◆ WHAT YOU NEED TO DO: A bare number is the expected answer: the count of lines in the data holding "Trần".

**** MATERIAL TO PROCESS

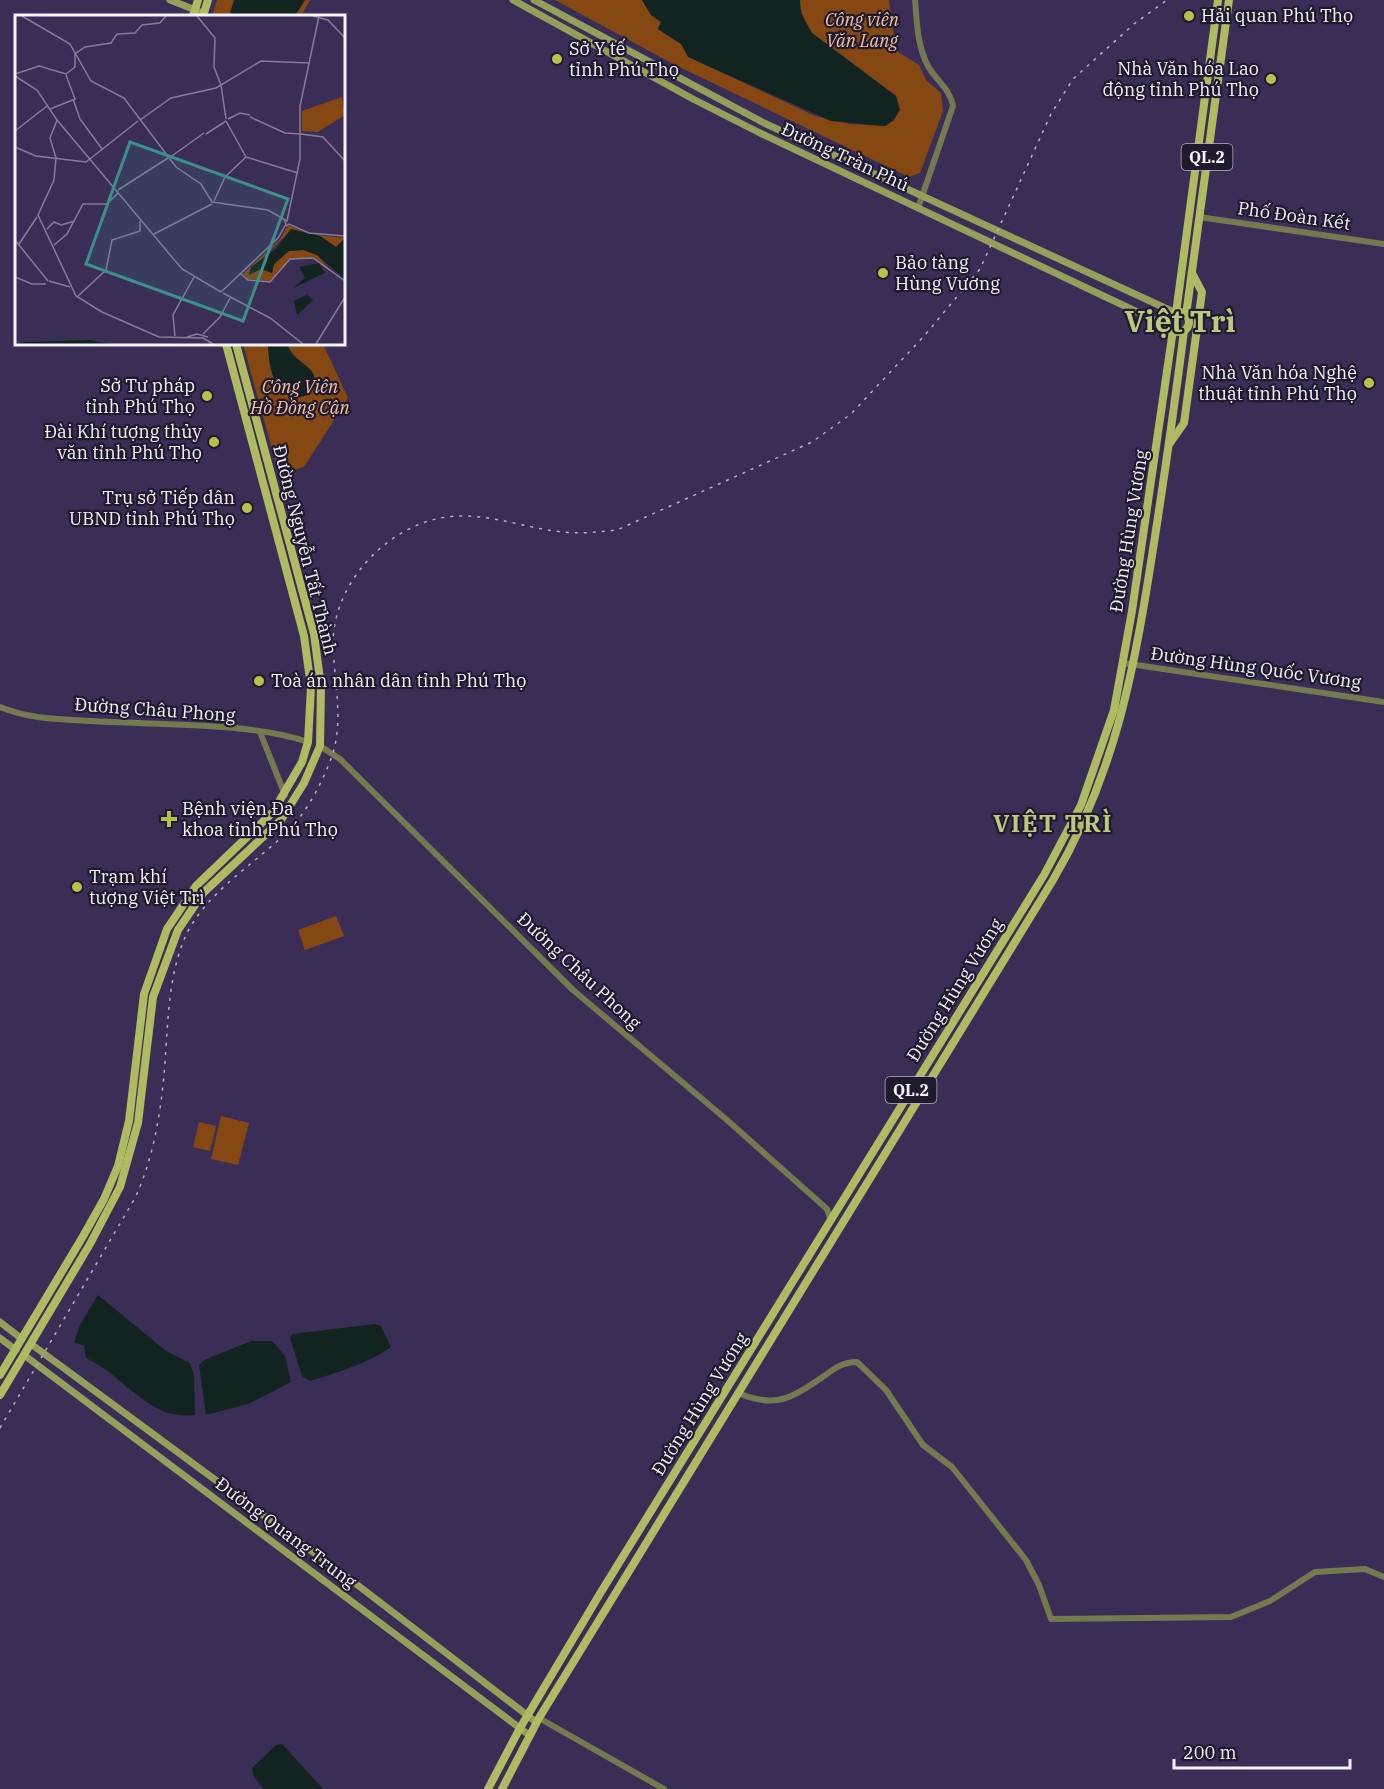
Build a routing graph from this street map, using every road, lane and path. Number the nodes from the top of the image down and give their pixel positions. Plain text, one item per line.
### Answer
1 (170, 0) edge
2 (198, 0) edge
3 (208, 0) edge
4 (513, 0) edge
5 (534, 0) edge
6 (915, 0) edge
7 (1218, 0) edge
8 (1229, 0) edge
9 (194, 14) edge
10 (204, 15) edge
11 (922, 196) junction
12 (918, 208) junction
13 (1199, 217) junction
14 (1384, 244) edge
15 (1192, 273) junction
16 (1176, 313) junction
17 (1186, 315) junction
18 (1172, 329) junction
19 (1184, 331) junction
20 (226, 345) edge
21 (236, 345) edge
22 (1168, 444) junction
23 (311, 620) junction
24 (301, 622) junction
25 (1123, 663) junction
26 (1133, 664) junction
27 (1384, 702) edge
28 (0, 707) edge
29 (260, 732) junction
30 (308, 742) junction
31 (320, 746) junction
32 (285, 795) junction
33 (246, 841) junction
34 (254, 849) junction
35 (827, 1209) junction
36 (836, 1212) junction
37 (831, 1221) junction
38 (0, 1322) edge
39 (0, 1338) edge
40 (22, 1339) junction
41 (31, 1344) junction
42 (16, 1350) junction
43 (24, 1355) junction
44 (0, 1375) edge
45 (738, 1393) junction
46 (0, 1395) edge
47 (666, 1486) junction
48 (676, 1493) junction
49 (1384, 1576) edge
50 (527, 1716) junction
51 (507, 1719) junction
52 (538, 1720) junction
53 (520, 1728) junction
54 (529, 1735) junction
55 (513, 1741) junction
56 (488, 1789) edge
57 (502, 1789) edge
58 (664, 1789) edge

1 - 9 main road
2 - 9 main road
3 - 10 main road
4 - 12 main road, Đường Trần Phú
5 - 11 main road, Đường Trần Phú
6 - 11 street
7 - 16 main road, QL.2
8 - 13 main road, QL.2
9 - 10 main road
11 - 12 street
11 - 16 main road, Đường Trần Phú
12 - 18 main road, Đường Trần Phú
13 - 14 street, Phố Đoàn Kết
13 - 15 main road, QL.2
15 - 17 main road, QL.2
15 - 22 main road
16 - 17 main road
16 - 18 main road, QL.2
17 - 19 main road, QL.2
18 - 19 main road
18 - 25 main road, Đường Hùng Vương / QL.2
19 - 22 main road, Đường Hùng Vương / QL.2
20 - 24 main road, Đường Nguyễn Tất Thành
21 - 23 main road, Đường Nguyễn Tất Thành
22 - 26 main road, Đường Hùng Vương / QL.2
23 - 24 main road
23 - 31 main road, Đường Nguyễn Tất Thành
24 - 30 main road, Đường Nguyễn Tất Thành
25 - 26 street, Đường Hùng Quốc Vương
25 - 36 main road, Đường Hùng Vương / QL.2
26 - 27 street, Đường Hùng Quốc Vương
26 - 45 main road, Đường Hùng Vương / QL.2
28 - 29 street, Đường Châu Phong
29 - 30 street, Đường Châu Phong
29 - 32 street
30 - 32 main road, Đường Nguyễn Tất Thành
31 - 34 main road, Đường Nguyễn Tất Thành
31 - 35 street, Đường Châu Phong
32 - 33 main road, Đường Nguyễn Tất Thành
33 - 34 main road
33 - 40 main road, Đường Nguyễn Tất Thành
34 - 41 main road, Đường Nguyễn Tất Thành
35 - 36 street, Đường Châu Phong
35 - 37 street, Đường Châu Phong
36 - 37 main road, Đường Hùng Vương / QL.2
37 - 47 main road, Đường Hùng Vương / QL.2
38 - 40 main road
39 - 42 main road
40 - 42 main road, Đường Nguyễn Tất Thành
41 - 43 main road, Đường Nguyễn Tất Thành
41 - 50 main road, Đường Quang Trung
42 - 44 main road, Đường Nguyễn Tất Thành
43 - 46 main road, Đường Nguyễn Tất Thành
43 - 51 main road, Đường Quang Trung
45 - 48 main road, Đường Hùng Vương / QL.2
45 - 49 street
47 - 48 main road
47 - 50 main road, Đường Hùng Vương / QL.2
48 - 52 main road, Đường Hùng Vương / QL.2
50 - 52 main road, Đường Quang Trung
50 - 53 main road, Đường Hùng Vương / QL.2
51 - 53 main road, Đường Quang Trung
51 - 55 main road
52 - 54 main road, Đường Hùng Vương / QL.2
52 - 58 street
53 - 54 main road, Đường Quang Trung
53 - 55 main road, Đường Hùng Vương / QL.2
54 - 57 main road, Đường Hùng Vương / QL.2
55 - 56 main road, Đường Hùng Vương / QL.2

********
**** MATERIAL TO PROCESS

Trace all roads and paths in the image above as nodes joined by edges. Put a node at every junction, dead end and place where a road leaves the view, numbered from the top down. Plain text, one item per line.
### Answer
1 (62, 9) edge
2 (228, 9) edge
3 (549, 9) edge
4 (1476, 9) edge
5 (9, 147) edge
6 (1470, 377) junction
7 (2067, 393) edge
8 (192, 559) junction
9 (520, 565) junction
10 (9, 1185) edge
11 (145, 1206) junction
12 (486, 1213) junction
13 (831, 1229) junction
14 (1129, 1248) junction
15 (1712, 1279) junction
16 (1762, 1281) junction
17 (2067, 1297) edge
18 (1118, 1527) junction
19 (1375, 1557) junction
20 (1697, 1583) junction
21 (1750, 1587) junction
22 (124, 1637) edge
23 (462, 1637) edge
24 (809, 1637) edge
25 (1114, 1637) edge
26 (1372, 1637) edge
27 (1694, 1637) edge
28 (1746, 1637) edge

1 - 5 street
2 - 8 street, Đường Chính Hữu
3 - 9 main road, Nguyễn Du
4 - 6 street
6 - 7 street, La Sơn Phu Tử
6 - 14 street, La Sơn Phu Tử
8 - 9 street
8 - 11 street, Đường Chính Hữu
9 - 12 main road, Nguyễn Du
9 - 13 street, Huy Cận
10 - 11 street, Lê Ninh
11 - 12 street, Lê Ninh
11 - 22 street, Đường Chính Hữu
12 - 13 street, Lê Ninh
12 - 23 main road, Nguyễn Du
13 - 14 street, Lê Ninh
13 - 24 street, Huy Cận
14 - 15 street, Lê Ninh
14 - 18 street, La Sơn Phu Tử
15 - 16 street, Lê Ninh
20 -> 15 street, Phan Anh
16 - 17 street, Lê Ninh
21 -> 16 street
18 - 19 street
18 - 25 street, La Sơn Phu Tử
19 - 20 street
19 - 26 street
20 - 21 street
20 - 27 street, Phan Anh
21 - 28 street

********

◆ EXERCISE RESPONSE: 4